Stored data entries
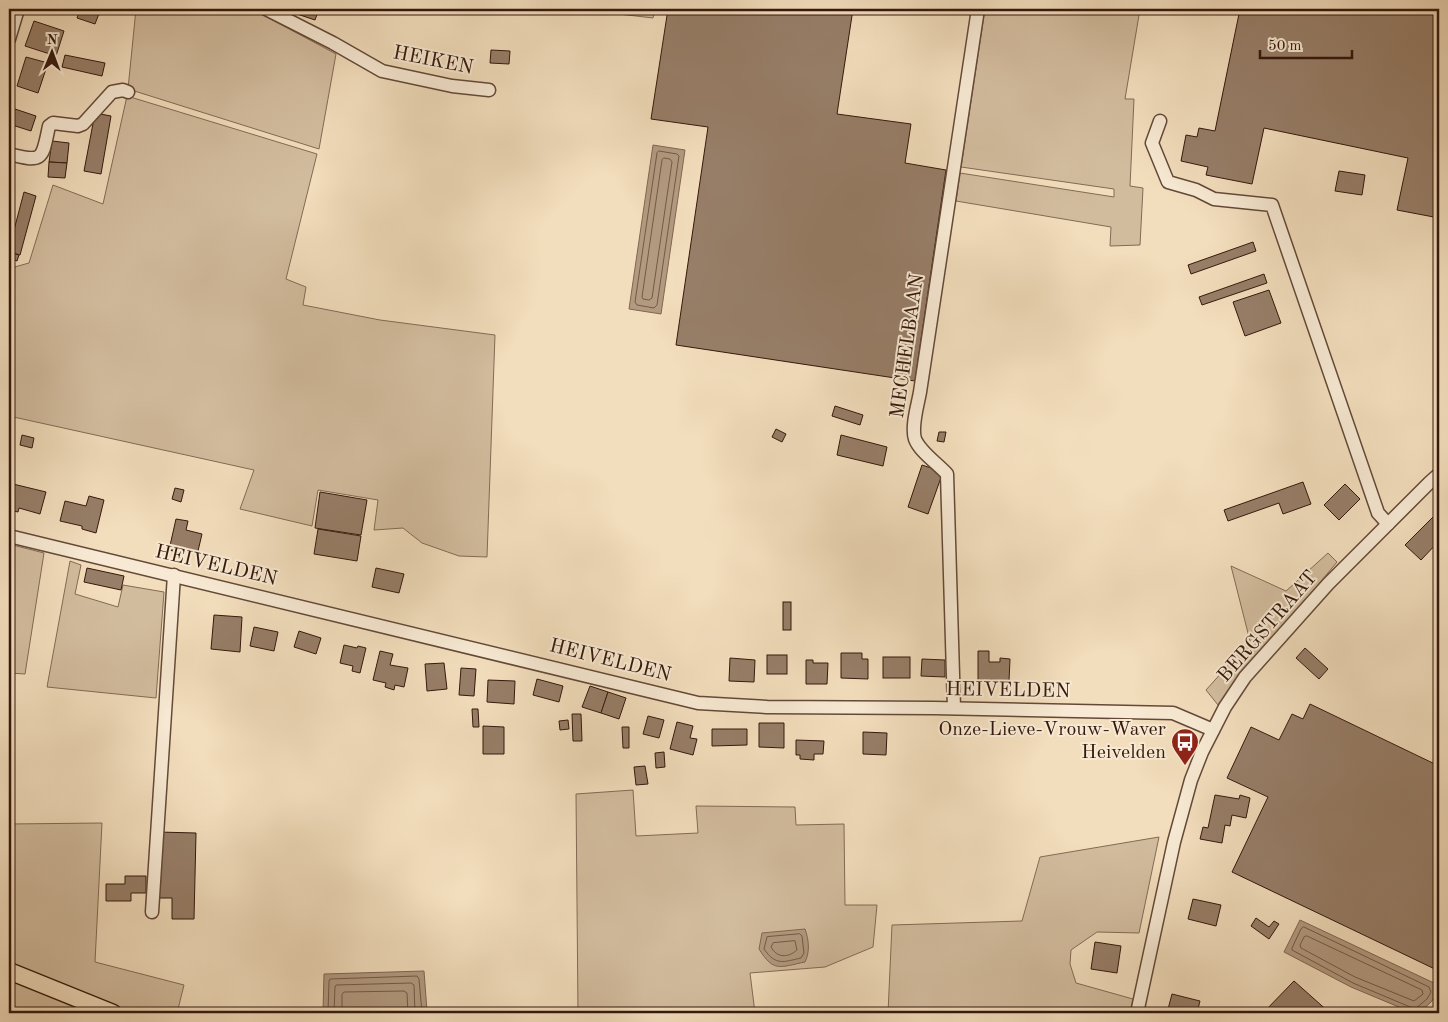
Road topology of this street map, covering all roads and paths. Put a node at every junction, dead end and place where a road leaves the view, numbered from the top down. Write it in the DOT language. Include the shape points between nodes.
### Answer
graph roads {
  1 [pos="18,9"];
  2 [pos="266,9"];
  3 [pos="978,9"];
  4 [pos="9,39"];
  5 [pos="489,90"];
  6 [pos="128,92"];
  7 [pos="1160,121"];
  8 [pos="9,154"];
  9 [pos="1439,474"];
  10 [pos="1388,524"];
  11 [pos="9,536"];
  12 [pos="174,575"];
  13 [pos="954,708"];
  14 [pos="1213,730"];
  15 [pos="152,912"];
  16 [pos="9,971"];
  17 [pos="113,1013"];
  18 [pos="1137,1013"];
  1 -- 4 [label="street"];
  2 -- 5 [label="street, HEIKEN" via="382,71 452,86"];
  3 -- 13 [label="street, MECHELBAAN" via="914,420 915,438 947,474"];
  6 -- 8 [label="street" via="112,92 83,124 52,123 43,153 36,159"];
  7 -- 10 [label="street" via="1152,143 1168,182 1214,199 1272,205 1378,513"];
  9 -- 10 [label="street, BERGSTRAAT"];
  10 -- 14 [label="street, BERGSTRAAT" via="1328,584 1245,677"];
  11 -- 12 [label="street, HEIVELDEN"];
  12 -- 13 [label="street, HEIVELDEN" via="698,702 767,707"];
  12 -- 15 [label="street"];
  13 -- 14 [label="street, HEIVELDEN" via="1173,713"];
  14 -- 18 [label="street, BERGSTRAAT" via="1190,780"];
  16 -- 17 [label="main road"];
}
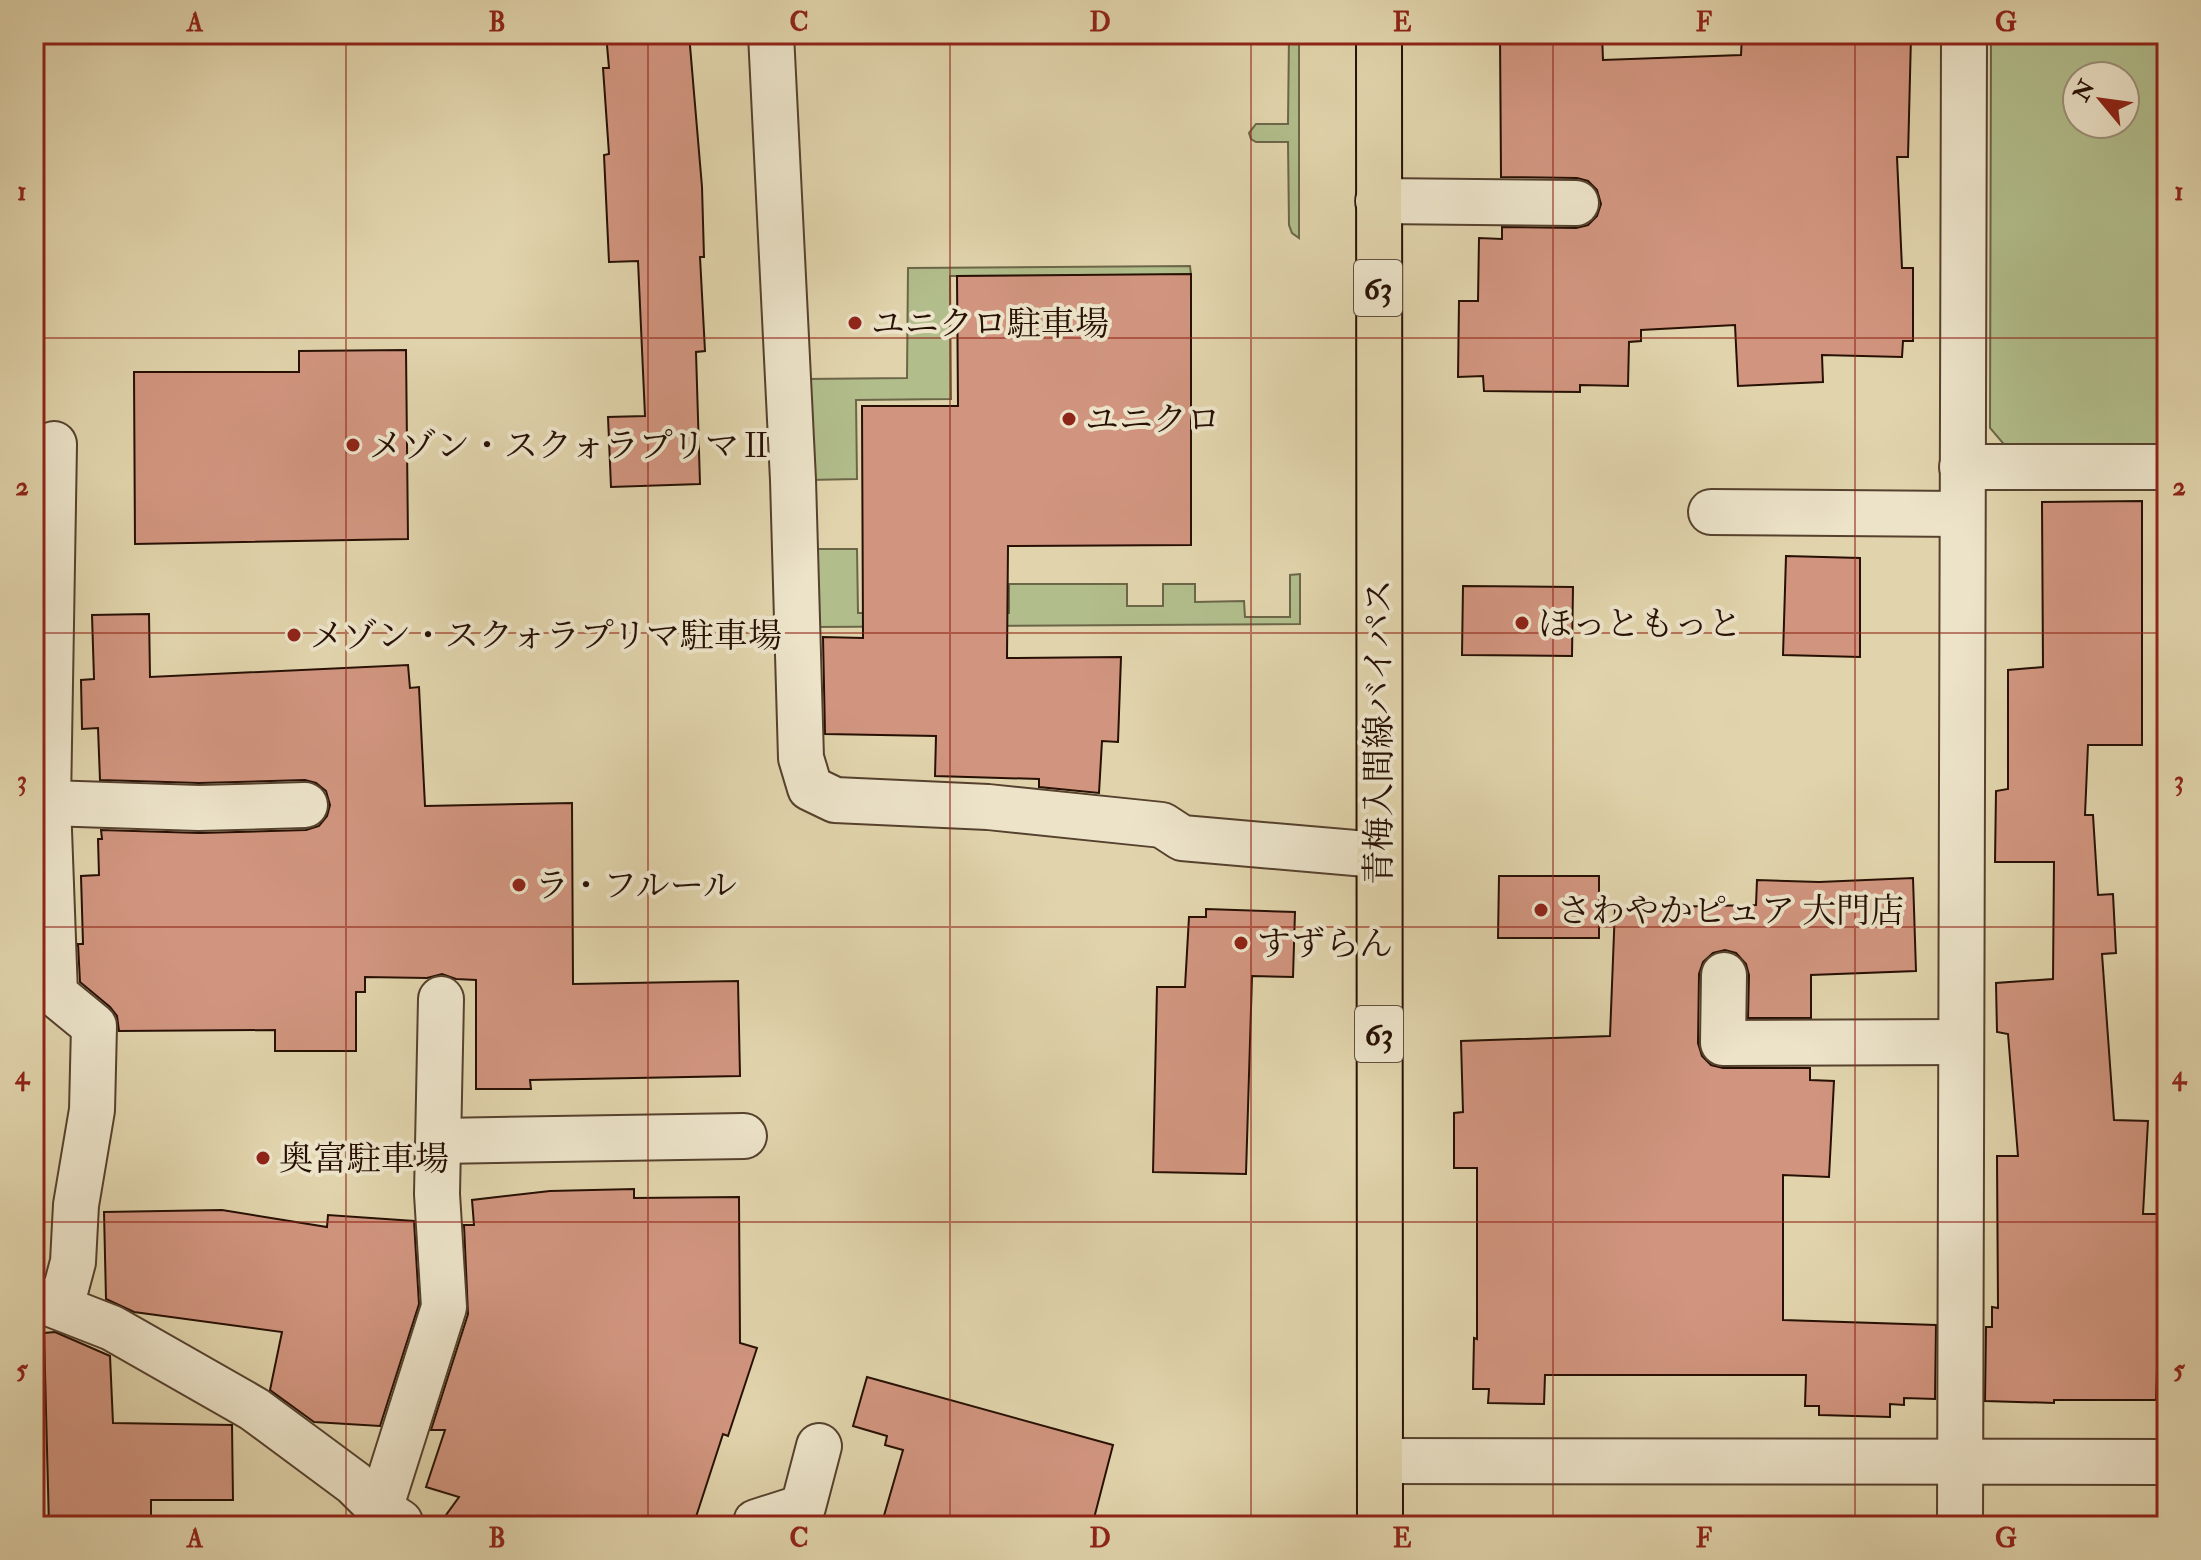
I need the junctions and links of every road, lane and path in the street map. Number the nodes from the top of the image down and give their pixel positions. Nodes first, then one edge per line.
1 (771, 34) edge
2 (1379, 34) edge
3 (1964, 34) edge
4 (1378, 201) junction
5 (1576, 203) dead end
6 (54, 444) dead end
7 (1962, 467) junction
8 (2167, 467) edge
9 (1711, 512) dead end
10 (1961, 514) junction
11 (44, 542) edge
12 (48, 803) junction
13 (305, 805) dead end
14 (1378, 855) junction
15 (1724, 975) dead end
16 (44, 995) edge
17 (441, 999) dead end
18 (1961, 1042) junction
19 (744, 1136) dead end
20 (439, 1141) junction
21 (47, 1302) edge
22 (819, 1446) dead end
23 (1381, 1461) junction
24 (1960, 1461) junction
25 (2167, 1462) edge
26 (393, 1517) edge
27 (755, 1526) edge
28 (1380, 1526) edge
29 (1960, 1526) edge

1 - 14 street
2 - 4 main road, 青梅入間線バイパス / 63
3 - 7 street
4 - 5 street
4 - 14 main road, 青梅入間線バイパス / 63
6 - 11 street
7 - 8 street
7 - 10 street
9 - 10 street
10 - 18 street
11 - 12 street
12 - 13 street
12 - 16 street
14 - 23 main road, 青梅入間線バイパス / 63
15 - 18 street
16 - 21 street
17 - 20 street
18 - 24 street
19 - 20 street
20 - 26 street
21 - 26 street
22 - 27 street
23 - 24 street
23 - 28 main road, 青梅入間線バイパス / 63
24 - 25 street
24 - 29 street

**PROBLEM STATEMENT:**
For the string "HEIVELDEN", give the number of lines in the entries that contain it, with no other words.

**EXPECTED OUTPUT:**
3